Ulrike Sima kann durchatmen. Die Wiener Verkehrsstadträtin muss doch der Mediengruppe "Österreich" doch keine 236.051 Euro überweisen. Zu der Zahlung verurteilte sie das Wiener Landesgericht am Montagnachmittag hob der Verfassungsgerichtshof aber das zugrunde liegende Gesetz auf.

Die Causa hat eine lange Vorgeschichte. Im Oktober 2019 berichtete "Österreich" über die hohen Personalkosten, die durch die Kontrollen des damals eingeführten Rauchverbots in der Gastronomie entstehen würden. 24.000 Euro würde das in der ersten Nacht des Rauchverbots kosten, titelte die Zeitung.

Teure Gegendarstellung

Sima widersprach und wollte gerichtlich eine Gegendarstellung erwirken: Es hätten in dieser Nacht, also in jener von 31. Oktober auf 1. November, gar keine Kontrollen stattgefunden. Das Wiener Landesgericht gab der Stadträtin im Jänner 2020 recht, "Österreich" musste eine Gegendarstellung veröffentlichen.
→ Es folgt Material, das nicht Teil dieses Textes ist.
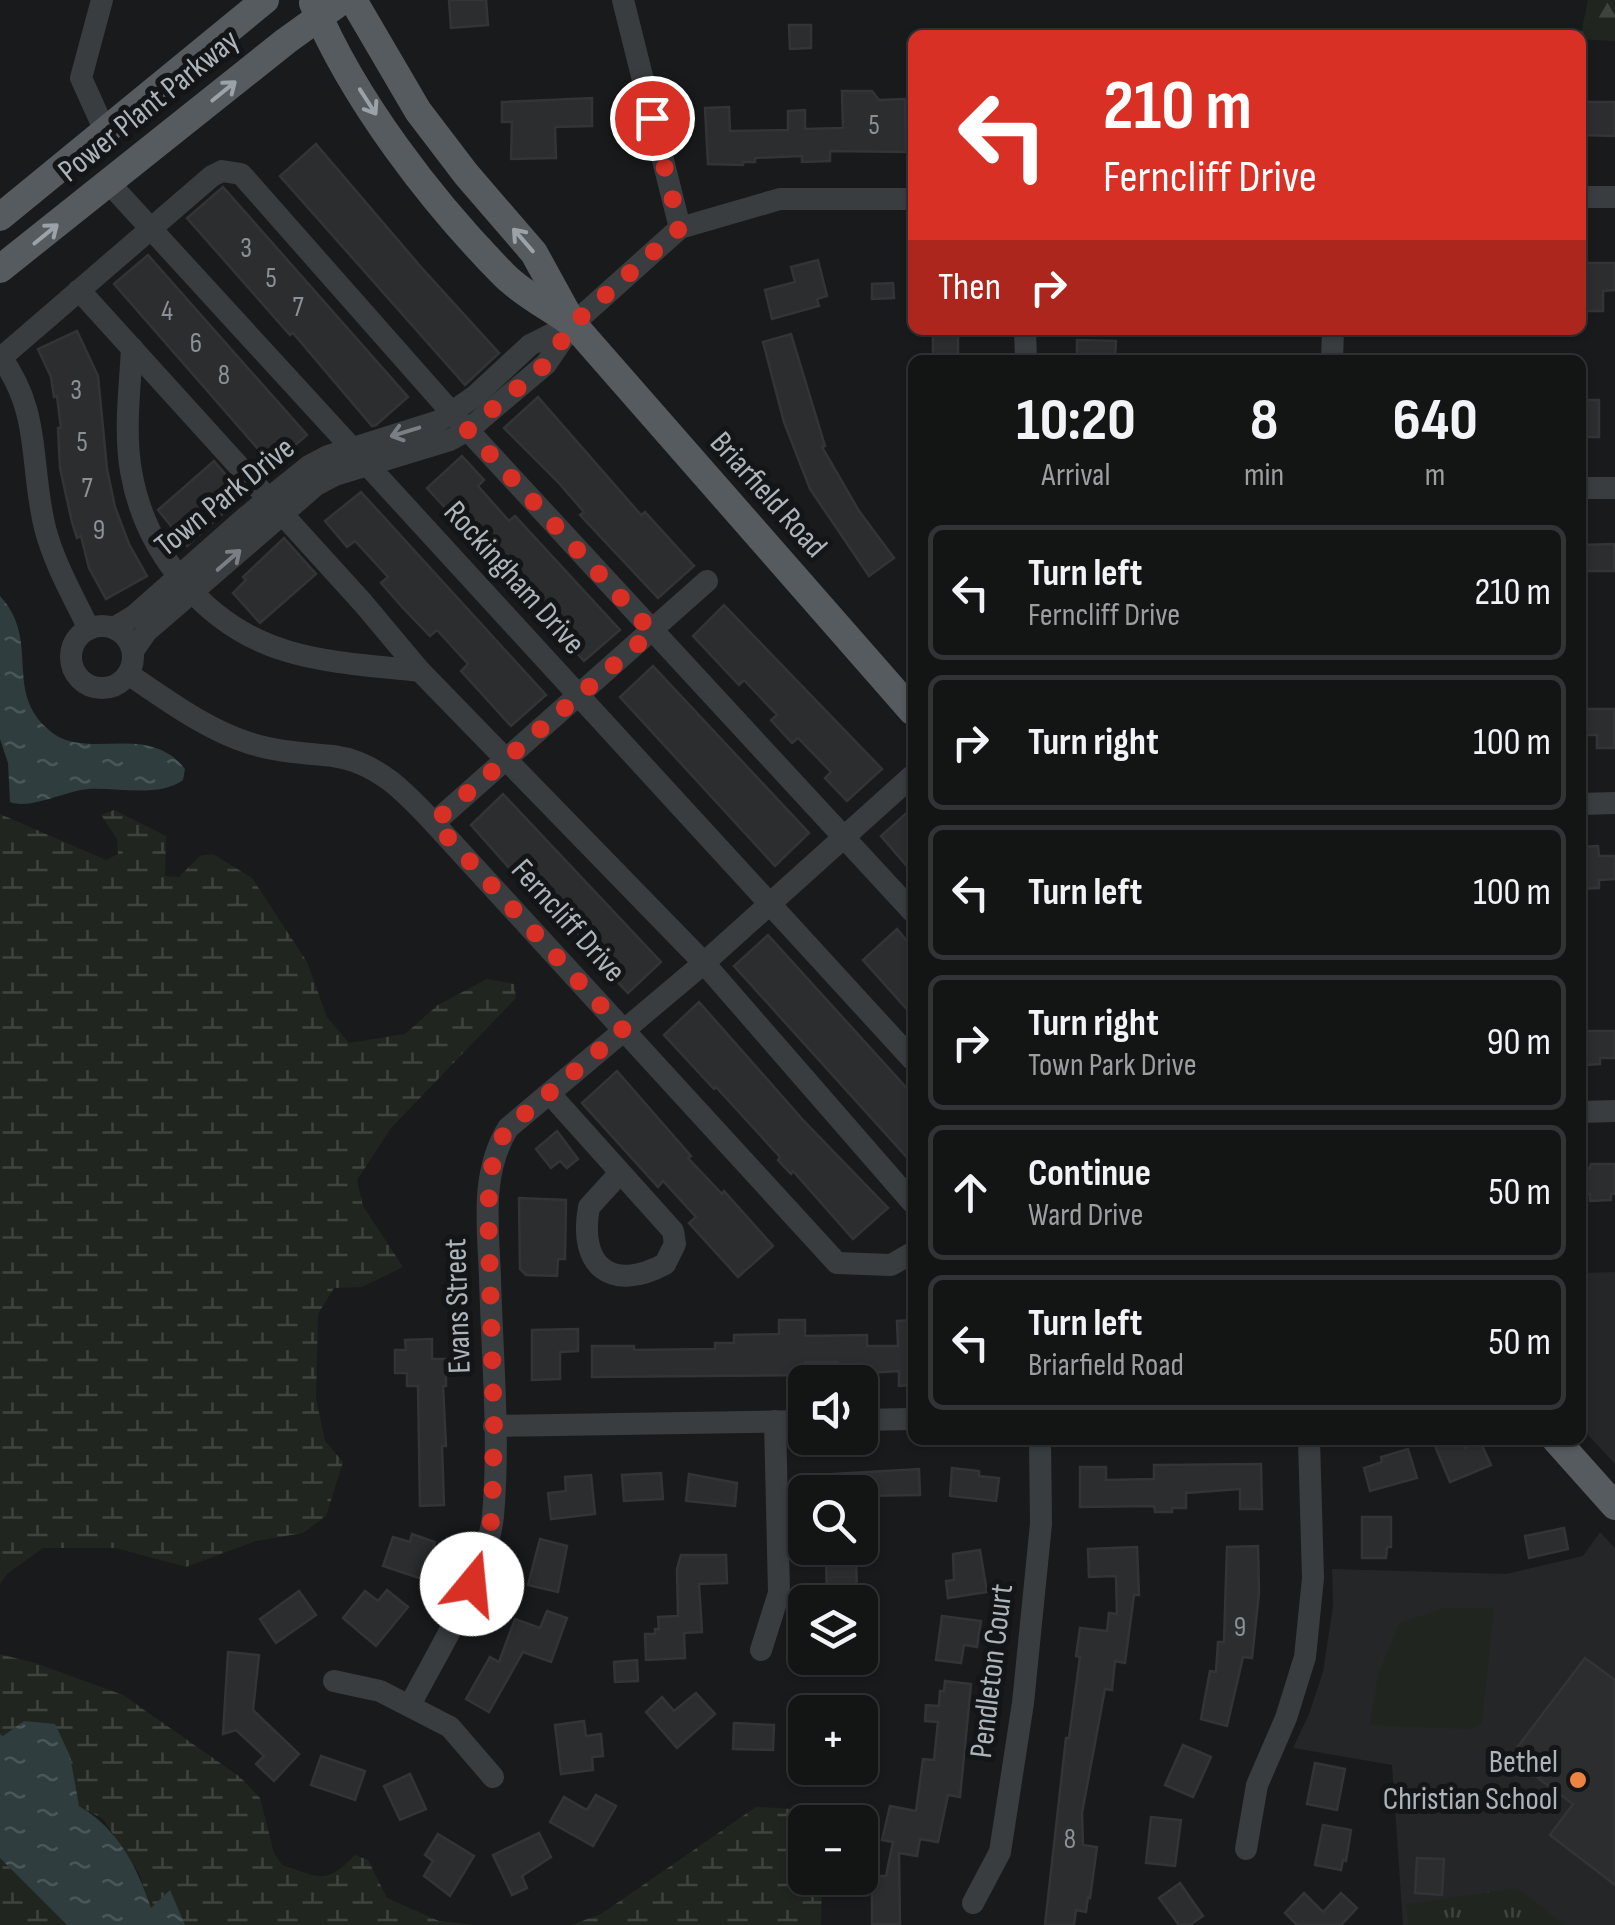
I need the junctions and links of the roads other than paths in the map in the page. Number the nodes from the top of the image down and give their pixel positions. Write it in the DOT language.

Daraufhin ging die Zeitung in Berufung und hatte vor dem Oberlandesgericht Wien im September 2020 Erfolg. "Österreich" durfte den neuen Richterspruch veröffentlichen, Sima musste dafür ebenso aufkommen wie für die nun unrechtmäßigen Gegendarstellungen. Der dafür angewandte Tarif ist der eines gleich platzierten Inserats, so steht es im Paragraf 17 des Mediengesetzes.

Im Oktober 2022 legte das Wiener Landesgericht die, von Sima zu bezahlende, Summe auf 236.051 Euro fest. Immerhin wären der Richterspruch und die Gegendarstellung sowohl online als auch in der Zeitung sehr prominent erschienen, das Einschaltungsentgelt wäre entsprechend hoch gewesen.

Gesetz widerspricht freier Meinungsäußerung

Daraufhin gingen Sima und ihre Anwältin, die Medienrechtlerin Maria Windhager, im November 2022 vor den VfGH und forderten die Aufhebung der mediengesetzlichen Bestimmung. Ihre Meinung: Wenn eine derartige finanzielle Belastung für eine Gegendarstellung droht, ist das – gesetzlich verbriefte und in der Menschenrechtskonvention festgeschriebene – Recht darauf empfindlich gestört. Es gehe davon die "Gefahr einer finanziellen ruinösen Risikohaftung" aus, wie es in Windhagers Antrag heißt.

Der VfGH folgt dieser Meinung und hob die Passage des Gesetzes auf. Sie würde einem Recht auf freie Meinungsäußerung widersprechen, heißt es in der Begründung. Der Gesetzgeber muss sich nun eine neue Regelung für unrechtmäßig erwirkte Gegendarstellungen überlegen. "Es ist auch an der Zeit", sagt Windhager.